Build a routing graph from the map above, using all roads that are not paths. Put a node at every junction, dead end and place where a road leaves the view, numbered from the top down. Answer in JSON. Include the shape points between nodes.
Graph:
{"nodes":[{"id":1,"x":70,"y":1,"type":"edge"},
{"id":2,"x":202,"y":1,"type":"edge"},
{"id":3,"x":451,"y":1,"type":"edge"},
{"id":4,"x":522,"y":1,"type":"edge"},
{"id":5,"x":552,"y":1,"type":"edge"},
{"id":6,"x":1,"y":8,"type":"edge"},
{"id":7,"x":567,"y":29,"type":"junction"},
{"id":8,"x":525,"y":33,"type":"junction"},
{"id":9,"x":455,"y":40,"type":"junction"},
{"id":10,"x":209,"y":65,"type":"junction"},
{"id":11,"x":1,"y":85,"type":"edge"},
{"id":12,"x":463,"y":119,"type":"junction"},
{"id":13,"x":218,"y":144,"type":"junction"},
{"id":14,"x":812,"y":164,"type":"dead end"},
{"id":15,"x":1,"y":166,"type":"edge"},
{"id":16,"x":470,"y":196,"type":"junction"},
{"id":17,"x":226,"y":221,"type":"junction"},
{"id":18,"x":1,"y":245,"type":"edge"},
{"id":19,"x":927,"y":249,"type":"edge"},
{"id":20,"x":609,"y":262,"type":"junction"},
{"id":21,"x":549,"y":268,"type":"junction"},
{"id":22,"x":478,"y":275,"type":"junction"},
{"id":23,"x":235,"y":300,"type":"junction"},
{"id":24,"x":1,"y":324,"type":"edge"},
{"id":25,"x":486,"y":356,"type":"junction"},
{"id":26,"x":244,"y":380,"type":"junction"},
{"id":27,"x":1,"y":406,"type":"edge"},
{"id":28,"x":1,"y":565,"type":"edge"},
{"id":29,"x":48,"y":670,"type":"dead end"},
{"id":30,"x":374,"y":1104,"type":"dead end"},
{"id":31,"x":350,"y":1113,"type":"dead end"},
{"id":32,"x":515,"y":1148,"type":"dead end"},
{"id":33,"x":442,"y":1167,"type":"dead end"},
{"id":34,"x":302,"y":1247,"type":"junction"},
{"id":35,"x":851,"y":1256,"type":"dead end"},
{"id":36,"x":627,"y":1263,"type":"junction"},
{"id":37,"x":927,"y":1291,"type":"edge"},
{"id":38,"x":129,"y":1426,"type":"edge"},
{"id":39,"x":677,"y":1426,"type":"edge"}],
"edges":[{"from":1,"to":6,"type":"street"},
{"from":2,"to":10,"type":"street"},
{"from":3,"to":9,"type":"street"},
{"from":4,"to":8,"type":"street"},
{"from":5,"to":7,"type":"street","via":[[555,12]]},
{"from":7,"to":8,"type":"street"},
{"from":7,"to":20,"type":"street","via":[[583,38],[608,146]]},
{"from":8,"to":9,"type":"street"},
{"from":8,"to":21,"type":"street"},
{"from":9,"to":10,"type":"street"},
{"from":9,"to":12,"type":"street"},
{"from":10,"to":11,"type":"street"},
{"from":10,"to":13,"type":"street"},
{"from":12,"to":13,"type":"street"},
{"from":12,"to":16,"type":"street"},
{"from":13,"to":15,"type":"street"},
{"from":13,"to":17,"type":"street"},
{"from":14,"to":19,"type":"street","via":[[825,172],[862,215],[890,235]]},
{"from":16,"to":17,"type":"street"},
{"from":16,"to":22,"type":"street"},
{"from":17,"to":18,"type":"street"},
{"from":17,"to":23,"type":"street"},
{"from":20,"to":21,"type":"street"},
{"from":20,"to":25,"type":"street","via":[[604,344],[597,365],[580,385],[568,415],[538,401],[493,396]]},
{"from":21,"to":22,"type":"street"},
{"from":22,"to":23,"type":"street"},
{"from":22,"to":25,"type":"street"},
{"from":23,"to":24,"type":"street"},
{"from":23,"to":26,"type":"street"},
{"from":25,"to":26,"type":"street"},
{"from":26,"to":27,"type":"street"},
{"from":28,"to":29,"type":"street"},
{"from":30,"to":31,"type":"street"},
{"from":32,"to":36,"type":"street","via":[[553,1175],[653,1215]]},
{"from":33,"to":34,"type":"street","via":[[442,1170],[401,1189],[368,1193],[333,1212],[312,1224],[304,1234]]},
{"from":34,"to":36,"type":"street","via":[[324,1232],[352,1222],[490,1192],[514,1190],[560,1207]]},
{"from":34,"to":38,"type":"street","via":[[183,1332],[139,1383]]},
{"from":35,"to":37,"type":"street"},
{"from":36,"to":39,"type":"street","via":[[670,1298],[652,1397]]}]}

++++++

**Work to be completed:**
Your reply should be a single number: the count of lines above that include the string "nodes".

**Solution:**
2